Work task: Please restate word for word all lines from the one containing "ring dip: (255, 287)" to the final line of the entries, and include no pictures.

Records from a data source:
++++++
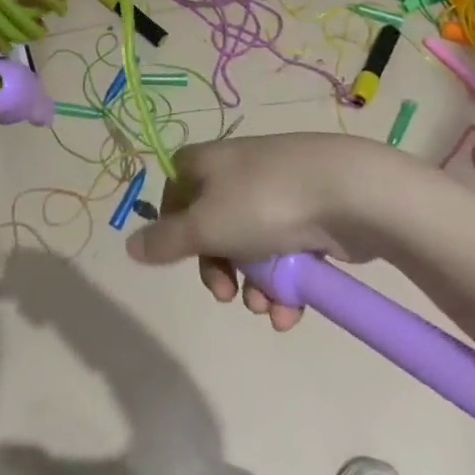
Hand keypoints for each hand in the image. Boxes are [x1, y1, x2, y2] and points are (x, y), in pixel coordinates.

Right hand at [125, 134, 395, 330]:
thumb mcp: (205, 225)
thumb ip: (165, 241)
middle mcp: (236, 173)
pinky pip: (282, 254)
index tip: (181, 256)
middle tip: (226, 294)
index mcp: (206, 163)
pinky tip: (290, 311)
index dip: (173, 226)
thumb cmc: (262, 203)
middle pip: (211, 227)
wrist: (345, 191)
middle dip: (219, 270)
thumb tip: (129, 247)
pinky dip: (283, 285)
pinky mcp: (306, 216)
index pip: (174, 190)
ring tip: (270, 308)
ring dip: (255, 287)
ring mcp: (274, 193)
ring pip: (249, 248)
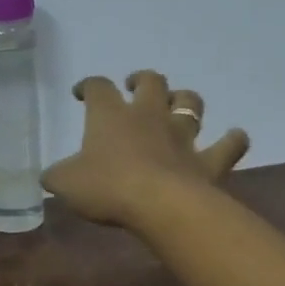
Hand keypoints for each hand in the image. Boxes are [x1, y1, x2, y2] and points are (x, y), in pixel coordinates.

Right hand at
++++++
Output of the exercise:
ring dip: (255, 287)
ring mcp: (274, 193)
ring pip: (249, 248)
Hand keypoints for each hand in the image. Boxes are [x1, y1, x2, y2] and points are (x, y), in pixel coordinates.

Right hand at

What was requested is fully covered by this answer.